# Festplatten Cache



## batghost29 (11. Oktober 2014)

Hi,

hab da mal ne Frage zum Festplatten Cache. Was ist da besser bei ner Seagate Barracuda 3TB Platte, 64MB oder 128MB? 
Gibts da überhaupt nen spürbaren Unterschied? Außer dem Preis. 

Vielen Dank für hilfreiche Antworten.


----------



## RealMadnex (11. Oktober 2014)

Die Cache-Größe ist nicht die einzige Eigenschaft einer Festplatte, die die Leistung beeinflussen kann. Man kann allein anhand der Cache-Größe nicht auf die Leistung der Platte schließen. Von daher kann mit diesen wenigen Angaben deine Frage nicht beantwortet werden.


----------



## rabe08 (12. Oktober 2014)

Beim Cache ist wichtig, dass überhaupt einer da ist. Auf der anderen Seite kann Cache auch echt übel sein, Datei ist in den Cache geschrieben, noch nicht auf den Platten und der Strom fällt aus... Bei 64 oder 128 MB kann man sicherlich mit Benchmarks unterschiede feststellen, ich bezweifle aber, dass das in der Realität irgendwelche spürbaren Auswirkungen hat.


----------



## Jimini (12. Oktober 2014)

rabe08 schrieb:


> ich bezweifle aber, dass das in der Realität irgendwelche spürbaren Auswirkungen hat.

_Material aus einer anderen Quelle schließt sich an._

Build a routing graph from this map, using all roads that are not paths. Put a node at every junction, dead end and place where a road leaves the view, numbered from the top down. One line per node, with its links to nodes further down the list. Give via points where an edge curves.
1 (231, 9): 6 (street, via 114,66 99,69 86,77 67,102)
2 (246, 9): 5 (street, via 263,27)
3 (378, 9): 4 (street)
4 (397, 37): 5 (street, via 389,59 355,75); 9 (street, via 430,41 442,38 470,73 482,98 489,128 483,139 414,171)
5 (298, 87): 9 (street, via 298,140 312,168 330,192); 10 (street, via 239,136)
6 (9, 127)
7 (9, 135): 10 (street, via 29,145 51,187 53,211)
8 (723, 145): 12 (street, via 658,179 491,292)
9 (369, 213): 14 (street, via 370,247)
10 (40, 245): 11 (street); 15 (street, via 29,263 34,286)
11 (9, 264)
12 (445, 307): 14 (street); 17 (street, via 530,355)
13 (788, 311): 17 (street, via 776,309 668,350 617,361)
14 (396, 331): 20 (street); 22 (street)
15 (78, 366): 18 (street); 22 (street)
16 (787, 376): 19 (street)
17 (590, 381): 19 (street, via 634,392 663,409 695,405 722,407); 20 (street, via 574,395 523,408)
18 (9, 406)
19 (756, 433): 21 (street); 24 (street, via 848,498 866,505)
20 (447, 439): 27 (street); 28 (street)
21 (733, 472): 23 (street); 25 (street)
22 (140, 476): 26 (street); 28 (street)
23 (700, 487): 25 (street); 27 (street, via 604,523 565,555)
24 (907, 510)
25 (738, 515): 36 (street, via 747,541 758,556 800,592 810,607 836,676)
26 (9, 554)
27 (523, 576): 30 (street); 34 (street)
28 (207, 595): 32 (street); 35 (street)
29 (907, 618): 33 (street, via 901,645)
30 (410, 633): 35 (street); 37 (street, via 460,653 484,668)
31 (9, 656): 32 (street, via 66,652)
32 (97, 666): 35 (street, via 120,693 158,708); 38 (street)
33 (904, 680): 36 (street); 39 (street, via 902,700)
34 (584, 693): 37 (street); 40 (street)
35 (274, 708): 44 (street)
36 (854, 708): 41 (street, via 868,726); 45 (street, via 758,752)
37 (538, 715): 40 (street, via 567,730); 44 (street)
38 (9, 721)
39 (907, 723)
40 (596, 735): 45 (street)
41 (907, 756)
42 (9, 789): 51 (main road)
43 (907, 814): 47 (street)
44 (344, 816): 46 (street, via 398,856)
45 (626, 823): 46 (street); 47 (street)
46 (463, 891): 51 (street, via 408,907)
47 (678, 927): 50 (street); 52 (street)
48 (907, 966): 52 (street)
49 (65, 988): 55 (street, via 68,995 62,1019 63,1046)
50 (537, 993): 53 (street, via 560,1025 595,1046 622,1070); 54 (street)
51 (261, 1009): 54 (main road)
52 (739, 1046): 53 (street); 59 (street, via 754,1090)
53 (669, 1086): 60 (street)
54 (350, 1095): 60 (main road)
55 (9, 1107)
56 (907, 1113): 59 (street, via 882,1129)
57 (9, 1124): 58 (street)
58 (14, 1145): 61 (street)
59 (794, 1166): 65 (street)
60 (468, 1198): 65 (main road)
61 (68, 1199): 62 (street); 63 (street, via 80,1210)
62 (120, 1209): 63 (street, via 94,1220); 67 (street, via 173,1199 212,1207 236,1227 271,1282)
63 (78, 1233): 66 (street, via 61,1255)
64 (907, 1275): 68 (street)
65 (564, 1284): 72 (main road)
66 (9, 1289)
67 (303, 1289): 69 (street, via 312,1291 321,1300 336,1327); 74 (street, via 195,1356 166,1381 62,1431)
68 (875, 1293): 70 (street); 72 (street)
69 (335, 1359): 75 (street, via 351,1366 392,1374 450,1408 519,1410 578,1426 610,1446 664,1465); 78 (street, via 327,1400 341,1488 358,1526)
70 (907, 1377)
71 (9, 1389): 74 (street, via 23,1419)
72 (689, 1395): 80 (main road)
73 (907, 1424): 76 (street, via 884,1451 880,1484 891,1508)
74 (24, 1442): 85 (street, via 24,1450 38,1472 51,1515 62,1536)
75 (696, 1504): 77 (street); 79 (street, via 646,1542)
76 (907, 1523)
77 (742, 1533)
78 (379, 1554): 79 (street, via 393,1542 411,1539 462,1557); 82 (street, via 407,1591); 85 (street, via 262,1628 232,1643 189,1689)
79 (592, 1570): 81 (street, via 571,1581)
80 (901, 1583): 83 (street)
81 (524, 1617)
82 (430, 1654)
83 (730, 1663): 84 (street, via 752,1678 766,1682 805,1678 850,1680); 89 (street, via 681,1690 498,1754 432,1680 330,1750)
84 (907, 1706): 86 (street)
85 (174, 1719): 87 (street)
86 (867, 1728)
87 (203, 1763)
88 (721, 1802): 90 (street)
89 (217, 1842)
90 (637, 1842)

 Exakt - da wird die Wahl des Dateisystems wahrscheinlich größeren Einfluss auf die Performance haben. Zumal die Größe des Caches den Anwendungsbereich nochmal einschränkt - wenn ich eine Videodatei öffne oder ein Spiel starte, nützt mir der Cache wenig bis nichts.

MfG Jimini


----------



## Guru4GPU (12. Oktober 2014)

Also bringt der Cache nur was wenn man nen Paar MP3s oder JPGs auf die HDD schreiben will?


----------



## RealMadnex (12. Oktober 2014)

Entscheidender über die Leistungsunterschiede der Platten ist nicht unbedingt die Cache-Größe, sondern die sonstigen Unterschiede. Wenn das Modell mit 64 MB Cache deutlich älter ist und eine geringere Datendichte hat, kann das Modell mit 128 MB Cache deutlich schneller sein. Ob man das in der Praxis wirklich merkt, sei dahingestellt.

Bezüglich Einfluss der Cache-Größe. In einem früheren HDD-Roundup von xbitlabs, in dem fast alle zur damaligen Zeit auf dem Markt befindlichen 160 GB Festplatten miteinander verglichen wurden, habe ich mir mal die Mühe gemacht, die Ergebnisse im FileCopy-Test von baugleichen Modellen, die sich nur anhand der Cachegröße voneinander unterscheiden (2 und 8 MB), zu vergleichen.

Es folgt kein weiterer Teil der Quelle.